Les Ateliers du faire sont neufs, et les artistes que nous croisons sont les premiers à les investir. Ils y travaillent le bois, le textile, la céramique, le verre et ont à leur disposition toutes sortes d’outils de pointe. La Fondation Martell les accueille pour quelques semaines, leur offre gîte et couvert, et les rémunère. Nous rencontrons le céramiste Clément Petibon et la verrière Mathilde Caylou, venus ensemble pour approfondir une relation naissante : « Nous sommes tous les deux dans des recherches de texture, et heureux du résultat de notre travail ici », nous glisse Clément Petibon.
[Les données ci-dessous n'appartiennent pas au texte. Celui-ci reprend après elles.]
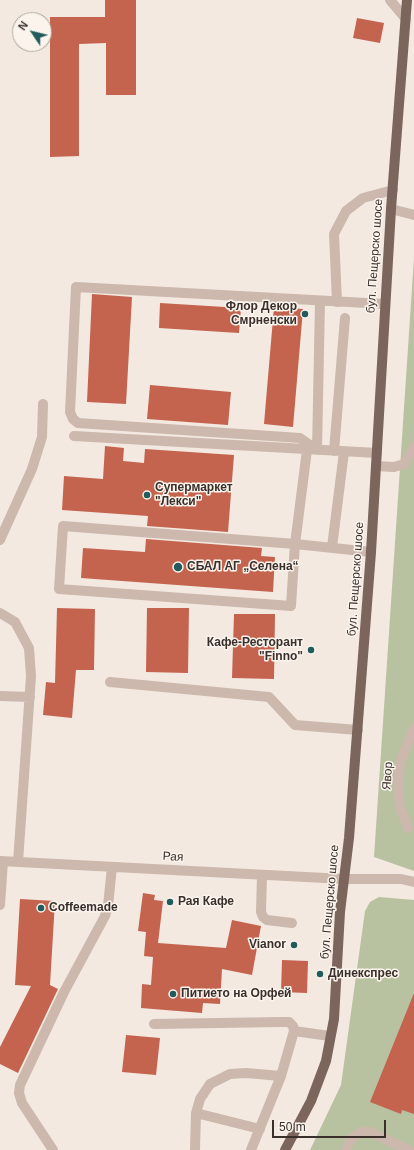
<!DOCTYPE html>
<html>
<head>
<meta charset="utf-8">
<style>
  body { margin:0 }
  #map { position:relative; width:414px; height:1150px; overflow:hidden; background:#f3e9e1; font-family:Helvetica,sans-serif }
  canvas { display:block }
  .north { position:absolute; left:12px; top:12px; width:40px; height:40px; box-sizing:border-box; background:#faf4ed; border:1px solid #ada59f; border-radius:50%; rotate:305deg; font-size:11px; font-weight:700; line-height:16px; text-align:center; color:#3a2f2b }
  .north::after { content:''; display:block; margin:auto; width:14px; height:18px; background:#215b5b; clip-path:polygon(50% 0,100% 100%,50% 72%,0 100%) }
  .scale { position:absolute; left:272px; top:1120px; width:114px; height:18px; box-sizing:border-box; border:2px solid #3a2f2b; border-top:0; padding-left:5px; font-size:12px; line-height:14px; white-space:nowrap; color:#3a2f2b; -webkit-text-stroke:3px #faf4ed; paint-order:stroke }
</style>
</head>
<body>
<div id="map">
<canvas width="414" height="1150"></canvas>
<div class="north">N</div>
<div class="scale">50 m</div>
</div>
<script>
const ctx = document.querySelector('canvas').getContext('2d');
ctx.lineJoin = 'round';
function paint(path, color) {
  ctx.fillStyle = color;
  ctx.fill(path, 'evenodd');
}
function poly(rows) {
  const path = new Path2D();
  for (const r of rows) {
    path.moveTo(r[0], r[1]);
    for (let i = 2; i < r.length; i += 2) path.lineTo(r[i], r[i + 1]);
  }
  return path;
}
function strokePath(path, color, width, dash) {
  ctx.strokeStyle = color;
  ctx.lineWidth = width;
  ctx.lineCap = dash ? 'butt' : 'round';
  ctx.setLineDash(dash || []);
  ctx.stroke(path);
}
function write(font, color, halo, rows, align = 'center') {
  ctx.font = font + ' Helvetica,sans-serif';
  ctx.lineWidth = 3;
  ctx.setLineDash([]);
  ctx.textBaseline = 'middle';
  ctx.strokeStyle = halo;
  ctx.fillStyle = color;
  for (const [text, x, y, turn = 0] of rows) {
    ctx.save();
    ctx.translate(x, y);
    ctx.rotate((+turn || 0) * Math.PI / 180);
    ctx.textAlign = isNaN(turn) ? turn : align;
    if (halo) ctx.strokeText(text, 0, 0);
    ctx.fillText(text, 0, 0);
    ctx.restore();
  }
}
paint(poly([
  [414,258,414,871,374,857],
  [379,897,414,900,414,1150,310,1150,341,1085,365,911,370,902]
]), '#b9c2a0');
paint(poly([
  [105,0,136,0,136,95,106,95,106,43,79,44,79,156,50,157,50,17,105,17],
  [357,18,384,23,380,43,353,38],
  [92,294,132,297,126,404,87,402],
  [160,303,241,308,239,333,159,328],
  [274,307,303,309,293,427,264,424],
  [150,385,231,392,228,425,147,419],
  [105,446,124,448,123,461,144,463,145,449,234,455,228,532,147,526,148,516,62,510,64,476,103,479],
  [146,539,262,548,261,556,275,557,273,592,81,578,83,548,145,552],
  [57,608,95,609,94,670,76,670,72,718,43,715,46,682,55,683],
  [147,608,189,608,188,673,146,672],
  [234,614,275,614,274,679,232,678],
  [143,893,155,895,154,900,163,901,158,943,226,948,232,920,261,926,252,975,222,969,220,1004,203,1003,202,1013,141,1008,142,984,151,985,153,957,144,956,146,932,138,931],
  [20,899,55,901,50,985,58,989,18,1073,0,1064,0,1047,31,986,15,985],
  [282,960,308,961,307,993,281,992],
  [414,993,414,1114,402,1110,401,1114,370,1102],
  [126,1035,160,1038,156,1075,122,1072]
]), '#c4634e');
strokePath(poly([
  [390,0,406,19],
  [391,209,414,215],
  [337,302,334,234,346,211,363,198,393,190],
  [74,436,377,453],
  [307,450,295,544,291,606,59,589,63,526,295,544,371,552],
  [317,450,300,438,78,423,73,419,70,412,76,287,385,304],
  [317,450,320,301],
  [334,451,345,318],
  [376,466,394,467,404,464,414,447],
  [0,540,32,469,42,437,43,404],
  [332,547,344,452],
  [0,613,15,622,29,648,31,676,18,862],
  [110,682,269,697,295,725,358,730],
  [0,696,30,697],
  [408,828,400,807,398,785,400,763,414,728],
  [0,861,344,879,401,879,414,882],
  [262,875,261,912,263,917,267,920,292,923],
  [0,905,3,861],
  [154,1024,281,1022,289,1022,293,1026,294,1031,330,1036],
  [196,1113,260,1129],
  [53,1150,22,1103,19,1093,20,1085,64,992,105,916,108,906,112,867],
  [195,1150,196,1113,200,1099,210,1084,230,1074,246,1073,281,1076],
  [251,1150,281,1076,294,1031],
  [346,1150,351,1139,361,1132,370,1132,409,1150]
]), '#ccb8ac', 10);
strokePath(poly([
  [285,1150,311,1101,326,1061,334,1019,340,912,349,838,371,552,391,209,407,0]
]), '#7b655c', 10);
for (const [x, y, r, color] of [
  [305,314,4,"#215b5b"],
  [147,495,4,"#215b5b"],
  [178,567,5,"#215b5b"],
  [311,650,4,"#215b5b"],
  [170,902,4,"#215b5b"],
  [41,908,4,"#215b5b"],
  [294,945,4,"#215b5b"],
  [320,974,4,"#215b5b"],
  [173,994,4,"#215b5b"]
]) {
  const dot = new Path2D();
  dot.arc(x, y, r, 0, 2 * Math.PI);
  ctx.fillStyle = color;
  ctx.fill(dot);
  strokePath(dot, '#faf4ed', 1.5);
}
write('12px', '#3a2f2b', '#faf4ed', [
  ["бул. Пещерско шосе",375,256,-86],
  ["бул. Пещерско шосе",356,579,-86],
  ["Явор",388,776,-86],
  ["Рая",173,857,3],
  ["бул. Пещерско шосе",330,902,-85]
]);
write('bold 12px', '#3a2f2b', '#faf4ed', [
  ["Флор Декор",297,307,"right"],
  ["Смрненски",297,321,"right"],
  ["Супермаркет",155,488],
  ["\"Лекси\"",155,502],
  ["СБАЛ АГ „Селена“",187,567],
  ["Кафе-Ресторант",303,643,"right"],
  ["\"Finno\"",303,657,"right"],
  ["Рая Кафе",178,902],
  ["Coffeemade",49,908],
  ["Vianor",286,945,"right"],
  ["Динекспрес",328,974],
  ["Питието на Орфей",181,994]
], 'left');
</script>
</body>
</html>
De l’autre côté du mur, un céramiste chinois et un DJ sud-africain discutent et rient. C’est Zhuo Qi qui a appris à Mo Laudi – venu pour un concert annulé à cause du Covid-19 – à modeler des objets en terre. Ils ne s’étaient jamais rencontrés, mais ont spontanément travaillé ensemble et conçu une série d’assiettes et de bols portant les noms de James Baldwin ou de Rosa Parks, figures majeures de l’anti-racisme. Mo Laudi confirme : « Enfant, je voulais faire de la sculpture. Maintenant que les statues racistes tombent, je me suis rappelé ce rêve… » Et de jubiler devant les formes imparfaites qui naissent de ses mains débutantes, exposées dans de grandes cases face à la terrasse.

Jerszy Seymour et Ornaghi & Prestinari, “Chambre” et “Salle de bain”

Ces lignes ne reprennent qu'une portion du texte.